*** Entries supplied

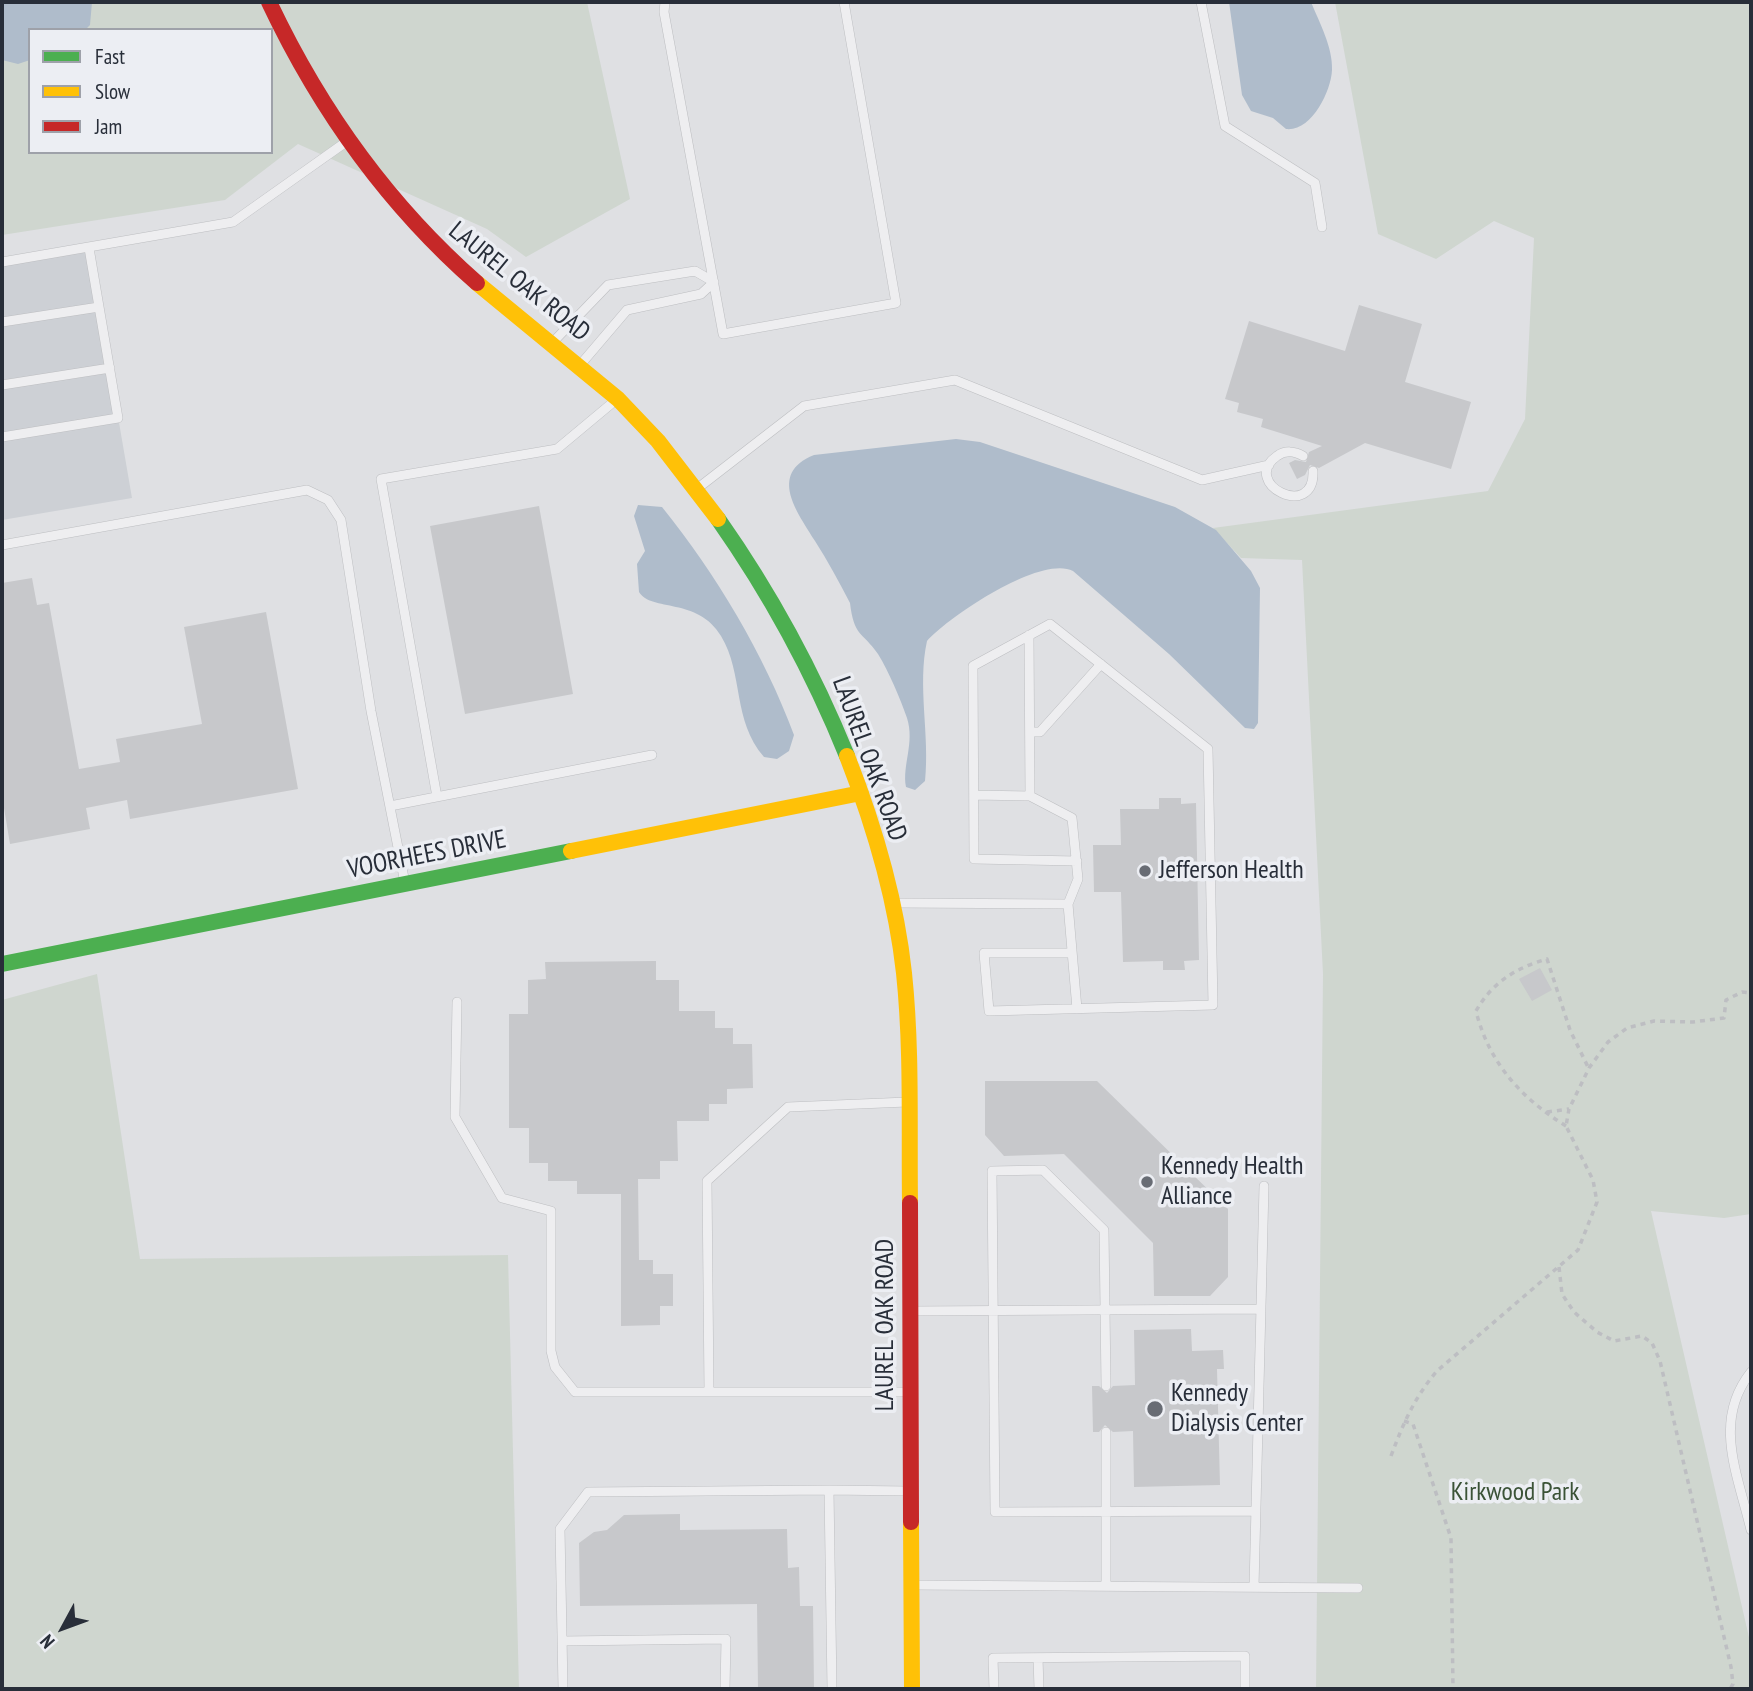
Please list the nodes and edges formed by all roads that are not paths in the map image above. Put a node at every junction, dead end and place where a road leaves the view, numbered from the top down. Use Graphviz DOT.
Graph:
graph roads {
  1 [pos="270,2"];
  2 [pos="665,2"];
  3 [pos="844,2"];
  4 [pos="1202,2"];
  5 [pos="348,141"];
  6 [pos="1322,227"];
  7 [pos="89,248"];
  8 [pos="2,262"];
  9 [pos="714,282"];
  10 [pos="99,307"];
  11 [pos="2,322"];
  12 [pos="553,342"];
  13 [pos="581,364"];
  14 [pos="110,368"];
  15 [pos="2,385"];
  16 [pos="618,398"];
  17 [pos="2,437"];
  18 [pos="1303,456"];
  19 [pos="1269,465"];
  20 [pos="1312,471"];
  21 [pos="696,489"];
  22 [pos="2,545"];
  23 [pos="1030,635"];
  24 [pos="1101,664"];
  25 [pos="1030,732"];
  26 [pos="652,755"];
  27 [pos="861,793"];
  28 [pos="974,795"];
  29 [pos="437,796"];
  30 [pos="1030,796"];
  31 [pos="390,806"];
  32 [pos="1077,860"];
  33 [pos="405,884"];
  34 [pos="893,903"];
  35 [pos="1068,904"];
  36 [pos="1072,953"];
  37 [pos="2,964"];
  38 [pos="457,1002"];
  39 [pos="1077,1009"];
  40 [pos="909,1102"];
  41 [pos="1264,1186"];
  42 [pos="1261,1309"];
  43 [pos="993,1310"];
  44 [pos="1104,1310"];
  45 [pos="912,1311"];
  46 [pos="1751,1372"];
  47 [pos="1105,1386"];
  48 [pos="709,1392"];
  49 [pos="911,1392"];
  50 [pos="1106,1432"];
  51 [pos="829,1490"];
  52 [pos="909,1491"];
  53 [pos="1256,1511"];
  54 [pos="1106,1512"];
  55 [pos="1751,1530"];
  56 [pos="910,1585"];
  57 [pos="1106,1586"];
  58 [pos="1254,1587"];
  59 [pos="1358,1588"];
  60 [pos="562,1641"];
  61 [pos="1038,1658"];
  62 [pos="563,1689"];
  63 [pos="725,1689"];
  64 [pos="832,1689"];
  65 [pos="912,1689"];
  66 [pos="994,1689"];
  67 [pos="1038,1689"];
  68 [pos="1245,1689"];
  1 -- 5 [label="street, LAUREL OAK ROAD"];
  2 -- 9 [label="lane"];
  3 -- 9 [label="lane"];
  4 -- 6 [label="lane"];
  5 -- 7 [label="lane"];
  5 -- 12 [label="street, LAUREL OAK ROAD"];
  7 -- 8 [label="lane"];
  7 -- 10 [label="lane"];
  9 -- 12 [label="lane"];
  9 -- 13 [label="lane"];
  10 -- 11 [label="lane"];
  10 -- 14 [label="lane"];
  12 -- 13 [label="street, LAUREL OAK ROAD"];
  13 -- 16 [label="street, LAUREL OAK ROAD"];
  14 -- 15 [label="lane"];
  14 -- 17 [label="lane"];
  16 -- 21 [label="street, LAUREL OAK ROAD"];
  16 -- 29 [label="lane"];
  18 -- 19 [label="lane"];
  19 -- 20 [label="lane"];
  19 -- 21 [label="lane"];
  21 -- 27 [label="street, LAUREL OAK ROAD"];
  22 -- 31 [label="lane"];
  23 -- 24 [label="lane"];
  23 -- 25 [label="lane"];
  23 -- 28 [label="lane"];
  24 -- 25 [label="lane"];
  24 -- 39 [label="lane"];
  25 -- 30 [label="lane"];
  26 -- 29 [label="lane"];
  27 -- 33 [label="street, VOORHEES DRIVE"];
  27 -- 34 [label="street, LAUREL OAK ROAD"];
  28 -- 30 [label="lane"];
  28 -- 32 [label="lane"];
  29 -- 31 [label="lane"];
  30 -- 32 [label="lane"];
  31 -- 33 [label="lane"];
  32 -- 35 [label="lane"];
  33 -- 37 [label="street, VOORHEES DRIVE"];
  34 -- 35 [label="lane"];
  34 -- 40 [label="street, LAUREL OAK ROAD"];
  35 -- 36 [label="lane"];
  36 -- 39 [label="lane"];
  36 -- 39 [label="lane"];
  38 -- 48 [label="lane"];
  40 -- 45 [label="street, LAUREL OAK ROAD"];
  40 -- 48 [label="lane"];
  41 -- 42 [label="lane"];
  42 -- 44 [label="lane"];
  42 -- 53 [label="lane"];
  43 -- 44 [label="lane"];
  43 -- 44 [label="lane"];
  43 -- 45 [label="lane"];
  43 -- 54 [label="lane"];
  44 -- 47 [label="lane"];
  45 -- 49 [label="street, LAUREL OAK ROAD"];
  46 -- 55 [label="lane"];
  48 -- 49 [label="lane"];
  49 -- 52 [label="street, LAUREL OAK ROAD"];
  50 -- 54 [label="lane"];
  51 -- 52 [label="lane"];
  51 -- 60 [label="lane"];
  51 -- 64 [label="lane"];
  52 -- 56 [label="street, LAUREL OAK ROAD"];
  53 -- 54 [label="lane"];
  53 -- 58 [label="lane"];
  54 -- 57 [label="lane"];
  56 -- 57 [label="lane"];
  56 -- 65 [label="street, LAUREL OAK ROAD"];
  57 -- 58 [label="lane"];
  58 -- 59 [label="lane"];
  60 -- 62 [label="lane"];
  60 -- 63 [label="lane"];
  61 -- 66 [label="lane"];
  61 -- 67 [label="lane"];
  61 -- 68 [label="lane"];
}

******
*** Entries supplied

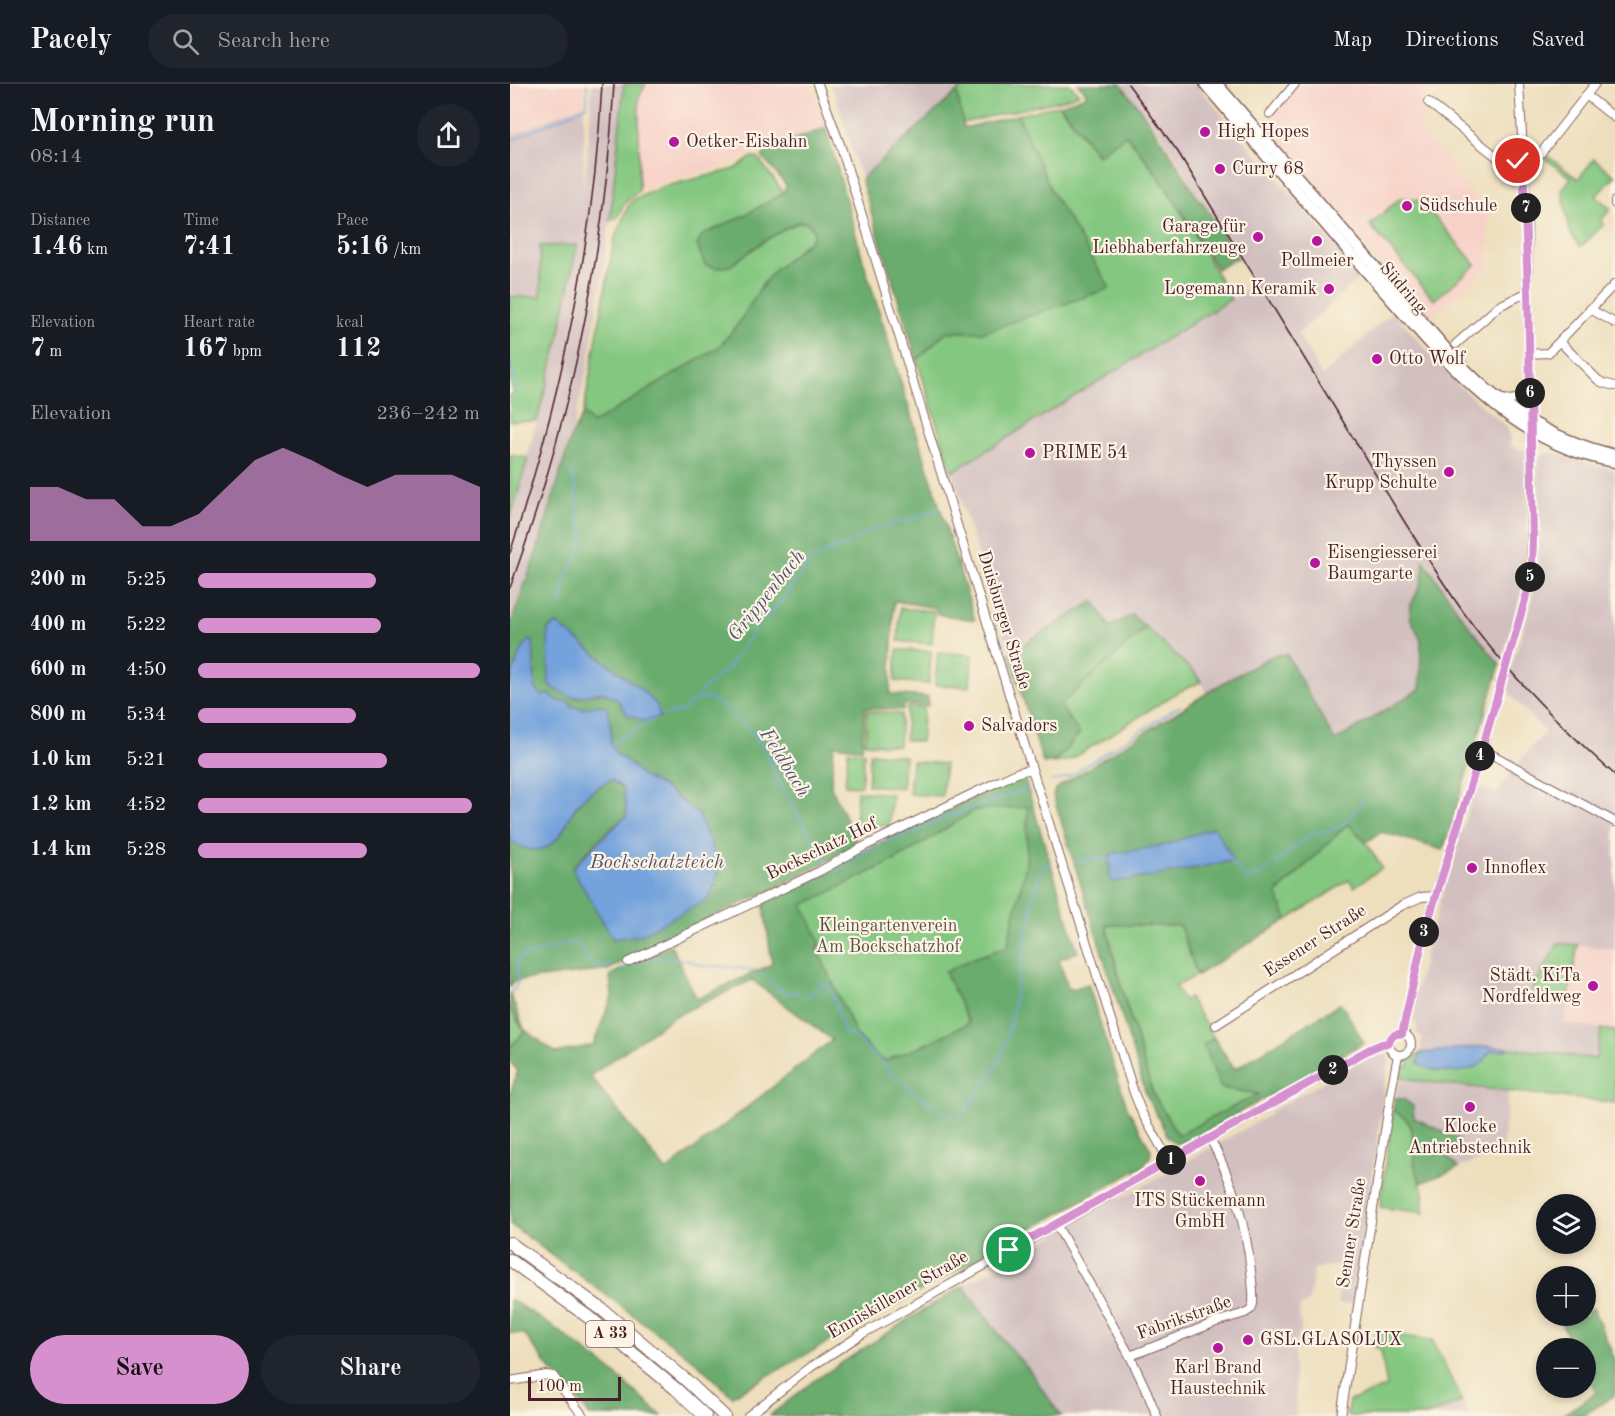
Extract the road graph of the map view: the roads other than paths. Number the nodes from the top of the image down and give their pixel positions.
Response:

******

## Required action:
Go through the entries and report every line with the string "from".

## Solution for this exercise:
Please list the nodes and edges formed by all roads that are not paths in the map image above. Put a node at every junction, dead end and place where a road leaves the view, numbered from the top down. Use Graphviz DOT.
Extract the road graph of the map view: the roads other than paths. Number the nodes from the top of the image down and give their pixel positions.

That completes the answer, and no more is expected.